__Required work__: The task calls for each line of the records below in which the word "without" appears.
____
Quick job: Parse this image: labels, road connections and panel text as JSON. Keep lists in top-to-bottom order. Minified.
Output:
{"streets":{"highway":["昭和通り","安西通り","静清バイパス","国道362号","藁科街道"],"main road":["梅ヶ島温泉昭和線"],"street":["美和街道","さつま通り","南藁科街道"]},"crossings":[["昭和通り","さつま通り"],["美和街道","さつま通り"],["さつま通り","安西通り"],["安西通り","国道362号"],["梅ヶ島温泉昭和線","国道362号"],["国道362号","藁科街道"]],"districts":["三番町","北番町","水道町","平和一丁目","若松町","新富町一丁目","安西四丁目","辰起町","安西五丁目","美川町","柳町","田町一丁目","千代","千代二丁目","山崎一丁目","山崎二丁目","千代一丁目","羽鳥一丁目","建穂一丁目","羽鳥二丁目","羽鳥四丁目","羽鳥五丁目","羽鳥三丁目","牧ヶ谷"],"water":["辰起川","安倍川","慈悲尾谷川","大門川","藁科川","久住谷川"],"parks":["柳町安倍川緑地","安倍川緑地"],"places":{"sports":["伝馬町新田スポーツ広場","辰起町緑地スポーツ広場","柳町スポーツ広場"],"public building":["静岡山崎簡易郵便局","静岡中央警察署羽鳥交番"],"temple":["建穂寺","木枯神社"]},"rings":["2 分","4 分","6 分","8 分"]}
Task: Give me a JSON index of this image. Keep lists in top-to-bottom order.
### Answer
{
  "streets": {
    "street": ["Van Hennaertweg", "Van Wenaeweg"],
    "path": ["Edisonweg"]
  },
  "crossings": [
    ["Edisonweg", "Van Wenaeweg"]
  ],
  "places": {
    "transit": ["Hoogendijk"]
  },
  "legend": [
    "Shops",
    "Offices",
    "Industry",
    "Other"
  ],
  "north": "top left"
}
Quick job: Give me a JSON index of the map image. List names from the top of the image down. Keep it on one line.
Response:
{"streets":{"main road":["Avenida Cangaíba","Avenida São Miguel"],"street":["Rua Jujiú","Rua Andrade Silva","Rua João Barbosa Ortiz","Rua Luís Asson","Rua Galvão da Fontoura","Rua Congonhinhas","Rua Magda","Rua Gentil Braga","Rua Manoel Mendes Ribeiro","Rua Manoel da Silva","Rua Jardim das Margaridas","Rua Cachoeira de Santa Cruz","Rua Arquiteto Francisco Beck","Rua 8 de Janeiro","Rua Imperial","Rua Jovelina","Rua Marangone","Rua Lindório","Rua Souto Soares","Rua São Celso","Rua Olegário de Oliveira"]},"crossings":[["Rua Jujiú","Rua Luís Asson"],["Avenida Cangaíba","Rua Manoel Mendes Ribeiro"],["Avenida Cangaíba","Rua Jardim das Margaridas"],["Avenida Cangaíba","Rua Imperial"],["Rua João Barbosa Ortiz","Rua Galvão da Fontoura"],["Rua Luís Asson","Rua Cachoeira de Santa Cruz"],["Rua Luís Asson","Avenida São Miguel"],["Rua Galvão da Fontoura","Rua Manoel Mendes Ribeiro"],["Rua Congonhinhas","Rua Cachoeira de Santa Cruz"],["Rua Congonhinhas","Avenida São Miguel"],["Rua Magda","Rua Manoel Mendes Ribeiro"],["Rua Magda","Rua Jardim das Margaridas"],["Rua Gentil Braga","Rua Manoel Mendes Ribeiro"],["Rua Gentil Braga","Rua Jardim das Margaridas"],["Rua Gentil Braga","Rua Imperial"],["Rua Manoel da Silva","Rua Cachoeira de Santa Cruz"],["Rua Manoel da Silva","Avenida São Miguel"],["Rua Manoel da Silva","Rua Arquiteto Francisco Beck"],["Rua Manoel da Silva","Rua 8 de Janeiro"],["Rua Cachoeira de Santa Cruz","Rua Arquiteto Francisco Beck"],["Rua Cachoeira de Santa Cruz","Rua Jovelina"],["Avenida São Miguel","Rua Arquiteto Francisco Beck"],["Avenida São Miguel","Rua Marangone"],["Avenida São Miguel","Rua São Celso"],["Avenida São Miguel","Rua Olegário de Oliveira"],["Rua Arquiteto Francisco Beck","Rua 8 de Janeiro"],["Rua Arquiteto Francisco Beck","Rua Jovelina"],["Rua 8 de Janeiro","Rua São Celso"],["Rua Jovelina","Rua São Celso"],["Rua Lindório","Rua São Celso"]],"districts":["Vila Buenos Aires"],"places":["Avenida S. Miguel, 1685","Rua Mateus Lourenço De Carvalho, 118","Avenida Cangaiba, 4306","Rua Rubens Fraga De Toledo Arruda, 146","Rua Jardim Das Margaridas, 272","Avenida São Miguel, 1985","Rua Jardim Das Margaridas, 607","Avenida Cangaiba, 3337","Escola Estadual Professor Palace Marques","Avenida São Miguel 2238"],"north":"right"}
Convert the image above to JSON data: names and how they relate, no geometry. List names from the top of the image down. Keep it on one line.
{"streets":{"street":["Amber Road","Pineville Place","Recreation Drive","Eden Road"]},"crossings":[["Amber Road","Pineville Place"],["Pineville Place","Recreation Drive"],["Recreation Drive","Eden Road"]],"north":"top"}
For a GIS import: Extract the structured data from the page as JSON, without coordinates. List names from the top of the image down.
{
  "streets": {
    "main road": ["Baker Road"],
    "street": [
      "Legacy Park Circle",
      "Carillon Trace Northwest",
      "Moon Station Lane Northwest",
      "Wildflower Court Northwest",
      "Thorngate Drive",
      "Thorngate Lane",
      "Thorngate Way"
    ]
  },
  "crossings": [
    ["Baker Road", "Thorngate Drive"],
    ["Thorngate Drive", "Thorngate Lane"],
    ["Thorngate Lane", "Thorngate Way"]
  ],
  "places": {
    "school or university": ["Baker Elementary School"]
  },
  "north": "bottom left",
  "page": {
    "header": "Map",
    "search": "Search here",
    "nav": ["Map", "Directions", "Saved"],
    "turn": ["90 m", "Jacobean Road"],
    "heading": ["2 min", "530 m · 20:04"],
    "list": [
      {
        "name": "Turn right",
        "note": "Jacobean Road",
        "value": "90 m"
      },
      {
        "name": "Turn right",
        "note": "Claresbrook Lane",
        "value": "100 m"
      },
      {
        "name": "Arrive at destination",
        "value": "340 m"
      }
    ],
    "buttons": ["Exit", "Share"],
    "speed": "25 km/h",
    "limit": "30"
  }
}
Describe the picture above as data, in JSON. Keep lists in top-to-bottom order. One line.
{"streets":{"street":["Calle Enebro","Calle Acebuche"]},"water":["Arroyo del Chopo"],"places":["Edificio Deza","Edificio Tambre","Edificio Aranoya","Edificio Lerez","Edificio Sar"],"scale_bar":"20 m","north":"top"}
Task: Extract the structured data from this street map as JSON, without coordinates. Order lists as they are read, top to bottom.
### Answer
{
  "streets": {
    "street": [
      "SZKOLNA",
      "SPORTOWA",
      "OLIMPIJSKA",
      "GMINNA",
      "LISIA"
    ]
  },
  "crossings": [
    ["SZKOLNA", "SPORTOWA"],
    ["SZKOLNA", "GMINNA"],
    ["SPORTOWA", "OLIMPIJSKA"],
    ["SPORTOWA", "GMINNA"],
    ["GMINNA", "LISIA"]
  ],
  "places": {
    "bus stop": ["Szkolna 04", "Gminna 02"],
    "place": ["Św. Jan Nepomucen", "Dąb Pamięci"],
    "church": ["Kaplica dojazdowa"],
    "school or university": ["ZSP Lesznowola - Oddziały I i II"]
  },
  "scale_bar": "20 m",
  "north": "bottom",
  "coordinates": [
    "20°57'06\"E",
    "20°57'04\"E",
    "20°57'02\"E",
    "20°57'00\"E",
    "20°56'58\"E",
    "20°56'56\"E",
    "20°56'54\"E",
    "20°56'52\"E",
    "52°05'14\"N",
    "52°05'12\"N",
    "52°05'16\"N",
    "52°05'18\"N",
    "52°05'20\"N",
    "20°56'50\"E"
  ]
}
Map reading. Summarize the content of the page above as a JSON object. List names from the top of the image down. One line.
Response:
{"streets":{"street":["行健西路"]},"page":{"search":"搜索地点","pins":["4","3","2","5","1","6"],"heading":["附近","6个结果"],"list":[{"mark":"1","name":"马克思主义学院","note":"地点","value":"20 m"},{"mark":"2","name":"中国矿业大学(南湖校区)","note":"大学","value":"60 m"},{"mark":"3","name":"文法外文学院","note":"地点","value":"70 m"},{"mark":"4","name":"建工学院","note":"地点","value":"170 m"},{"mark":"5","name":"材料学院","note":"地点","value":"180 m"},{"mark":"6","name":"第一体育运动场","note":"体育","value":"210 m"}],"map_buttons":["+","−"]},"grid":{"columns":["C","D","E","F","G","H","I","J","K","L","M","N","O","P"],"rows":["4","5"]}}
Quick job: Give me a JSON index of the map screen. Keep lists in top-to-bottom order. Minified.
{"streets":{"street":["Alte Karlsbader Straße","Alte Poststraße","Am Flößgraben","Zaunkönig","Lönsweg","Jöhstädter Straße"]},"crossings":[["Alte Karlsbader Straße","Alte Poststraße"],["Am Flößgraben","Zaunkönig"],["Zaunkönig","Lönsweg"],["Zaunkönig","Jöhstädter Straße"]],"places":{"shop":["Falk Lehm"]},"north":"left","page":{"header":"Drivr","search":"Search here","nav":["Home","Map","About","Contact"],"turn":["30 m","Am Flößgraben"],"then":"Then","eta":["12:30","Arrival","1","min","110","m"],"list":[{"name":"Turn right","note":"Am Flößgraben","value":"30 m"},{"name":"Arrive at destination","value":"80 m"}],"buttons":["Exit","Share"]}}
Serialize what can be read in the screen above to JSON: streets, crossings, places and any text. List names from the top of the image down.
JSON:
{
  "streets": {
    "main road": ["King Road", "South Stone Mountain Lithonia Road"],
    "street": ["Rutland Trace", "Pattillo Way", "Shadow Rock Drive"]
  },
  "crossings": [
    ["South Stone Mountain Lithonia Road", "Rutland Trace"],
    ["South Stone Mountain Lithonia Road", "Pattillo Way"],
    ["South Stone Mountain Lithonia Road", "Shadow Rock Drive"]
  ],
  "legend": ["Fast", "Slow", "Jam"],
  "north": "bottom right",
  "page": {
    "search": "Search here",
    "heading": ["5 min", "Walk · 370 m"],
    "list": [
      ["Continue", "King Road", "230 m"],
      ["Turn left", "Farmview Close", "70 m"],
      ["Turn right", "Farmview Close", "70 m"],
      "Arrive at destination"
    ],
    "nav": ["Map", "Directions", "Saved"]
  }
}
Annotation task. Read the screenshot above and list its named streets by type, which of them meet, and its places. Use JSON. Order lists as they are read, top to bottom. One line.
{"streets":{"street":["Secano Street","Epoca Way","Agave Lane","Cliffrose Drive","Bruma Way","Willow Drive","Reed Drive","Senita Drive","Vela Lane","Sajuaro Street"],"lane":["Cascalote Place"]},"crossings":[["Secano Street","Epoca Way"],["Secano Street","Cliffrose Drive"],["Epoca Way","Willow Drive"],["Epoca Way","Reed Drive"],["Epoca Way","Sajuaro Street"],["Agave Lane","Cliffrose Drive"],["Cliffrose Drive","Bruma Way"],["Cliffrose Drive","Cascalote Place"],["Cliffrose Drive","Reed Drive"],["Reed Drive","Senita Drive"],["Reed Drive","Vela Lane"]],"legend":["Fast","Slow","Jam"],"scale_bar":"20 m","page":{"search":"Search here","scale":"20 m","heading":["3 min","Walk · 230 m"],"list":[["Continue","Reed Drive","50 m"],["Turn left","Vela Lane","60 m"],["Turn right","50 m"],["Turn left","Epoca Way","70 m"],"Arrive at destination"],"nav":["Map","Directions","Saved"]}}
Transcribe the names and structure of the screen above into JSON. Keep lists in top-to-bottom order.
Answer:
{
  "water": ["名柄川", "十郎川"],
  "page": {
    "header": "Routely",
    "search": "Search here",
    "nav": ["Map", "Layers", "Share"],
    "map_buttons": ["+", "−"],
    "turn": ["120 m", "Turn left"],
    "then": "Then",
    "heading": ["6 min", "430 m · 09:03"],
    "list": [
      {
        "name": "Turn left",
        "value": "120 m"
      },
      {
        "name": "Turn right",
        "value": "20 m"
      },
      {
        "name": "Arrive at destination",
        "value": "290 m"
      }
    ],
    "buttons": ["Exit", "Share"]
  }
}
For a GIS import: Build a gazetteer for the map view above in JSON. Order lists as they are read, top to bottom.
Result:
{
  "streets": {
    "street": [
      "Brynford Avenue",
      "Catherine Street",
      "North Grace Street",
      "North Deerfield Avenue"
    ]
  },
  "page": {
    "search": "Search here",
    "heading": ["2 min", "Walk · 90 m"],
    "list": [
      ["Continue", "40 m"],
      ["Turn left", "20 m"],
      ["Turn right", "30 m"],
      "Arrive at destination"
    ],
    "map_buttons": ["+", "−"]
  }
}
____
__Solution below__:
For a GIS import: Extract the structured data from the page as JSON, without coordinates. List names from the top of the image down.
Task: Extract the structured data from this street map as JSON, without coordinates. Order lists as they are read, top to bottom.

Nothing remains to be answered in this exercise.